Automated Visualization of Statistical Tests.

Visualization of the most powerful statistical hypothesis test. The function vistat() visualizes the statistical hypothesis testing between the dependent variable (response) varsample and the independent variable (feature) varfactor. The statistical hypothesis test (including the eventual corresponding post-hoc analysis) with the highest statistical power fulfilling the assumptions of the corresponding test is chosen based on a decision tree. A graph displaying the raw data accordingly to the chosen test is generated, the test statistics including eventual post-hoc-analysis are returned. The automated workflow is especially suited for browser based interfaces to server-based deployments of R. Implemented tests: lm(), t.test(), wilcox.test(), aov(), kruskal.test(), fisher.test(), chisqu.test(). Implemented tests to check the normal distribution of standardized residuals: shapiro.test() and ad.test(). Implemented post-hoc tests: TukeyHSD() for aov() and pairwise.wilcox.test() for kruskal.test(). For the comparison of averages, the following algorithm is implemented: If the p-values of the standardized residuals of both shapiro.test() or ad.test() are smaller than 1-conf.level, kruskal.test() resp. wilcox.test() are performed, otherwise the oneway.test() and aov() resp. t.test() are performed and displayed. Exception: If the sample size is bigger than 100, t.test() is always performed and wilcox.test() is never executed (Lumley et al. (2002) <doi:10.1146/annurev.publhealth.23.100901.140546>). For the test of independence of count data, Cochran's rule (Cochran (1954) <doi:10.2307/3001666>) is implemented: If more than 20 percent of all cells have a count smaller than 5, fisher.test() is performed and displayed, otherwise chisqu.test(). In both cases case an additional mosaic plot is generated.

visStatistics

Visualization of the statistical hypothesis test between two groups of categorical or numerical data.
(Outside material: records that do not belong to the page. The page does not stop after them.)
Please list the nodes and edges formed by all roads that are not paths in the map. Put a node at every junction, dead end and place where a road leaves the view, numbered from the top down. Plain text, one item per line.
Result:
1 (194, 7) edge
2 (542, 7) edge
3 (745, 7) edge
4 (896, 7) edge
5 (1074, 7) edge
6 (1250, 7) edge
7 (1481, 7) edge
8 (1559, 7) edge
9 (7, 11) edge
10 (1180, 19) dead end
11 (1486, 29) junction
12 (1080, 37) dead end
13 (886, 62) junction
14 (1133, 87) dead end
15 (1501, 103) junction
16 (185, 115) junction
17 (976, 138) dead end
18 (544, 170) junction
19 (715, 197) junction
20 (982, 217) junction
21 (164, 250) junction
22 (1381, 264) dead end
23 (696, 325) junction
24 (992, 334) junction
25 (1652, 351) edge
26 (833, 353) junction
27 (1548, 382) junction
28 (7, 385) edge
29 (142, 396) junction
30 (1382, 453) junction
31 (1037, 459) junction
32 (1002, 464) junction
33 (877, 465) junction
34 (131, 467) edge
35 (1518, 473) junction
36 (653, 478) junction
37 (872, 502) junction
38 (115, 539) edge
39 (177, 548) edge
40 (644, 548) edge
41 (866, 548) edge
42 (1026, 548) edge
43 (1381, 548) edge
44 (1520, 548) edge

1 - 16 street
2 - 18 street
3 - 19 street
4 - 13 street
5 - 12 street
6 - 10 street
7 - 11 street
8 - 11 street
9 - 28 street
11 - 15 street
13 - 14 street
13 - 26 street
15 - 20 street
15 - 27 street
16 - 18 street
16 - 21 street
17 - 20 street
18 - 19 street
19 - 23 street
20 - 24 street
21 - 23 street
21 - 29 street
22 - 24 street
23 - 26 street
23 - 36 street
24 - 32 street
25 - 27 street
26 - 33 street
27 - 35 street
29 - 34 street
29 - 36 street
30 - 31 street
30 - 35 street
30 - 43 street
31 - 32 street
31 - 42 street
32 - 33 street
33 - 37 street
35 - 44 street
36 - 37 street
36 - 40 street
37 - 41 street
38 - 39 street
The function visstat()visualizes the statistical hypothesis testing between two groups of data, where varsample is the dependent variable (or response) and varfactor is the independent variable (feature). The statistical hypothesis test with the highest statistical power and fulfilling the assumptions of the corresponding test is performed and visualized. A graph displaying the raw data accordingly to the chosen test as well as the test statistics is generated. Furthermore visstat() returns the corresponding test statistics as text. The automated workflow is especially suited for browser based interfaces to server-based deployments of R. Implemented tests: lm(), t.test(), wilcox.test(), aov(), oneway.test(),kruskal.test(), fisher.test(),chisqu.test().

Installation from GitHub

  1. Firstly, you need to install the devtools package. You can do this from CRAN. Invoke R and then type install.packages("devtools")
  2. Load the devtools package. library(devtools)
  3. Install the package from the github- repository install_github("shhschilling/visStatistics")
  4. Load the package library(visStatistics)
  5. Help on the function usage ?visstat

Examples

Trees data set: Linear regression

visstat(trees,"Girth","Height")

Iris data set: Kruskal-Wallis test

visstat(iris,"Petal.Width", "Species")

InsectSprays data set: ANOVA

visstat(InsectSprays,"count","spray")

InsectSprays data set: Welch two sample t.test

InsectSpraysAB <- InsectSprays[ which(InsectSprays$spray == 'A'| InsectSprays$spray == 'B'), ] #select only sprays 'A und 'B'

InsectSpraysAB$spray = factor(InsectSpraysAB$spray)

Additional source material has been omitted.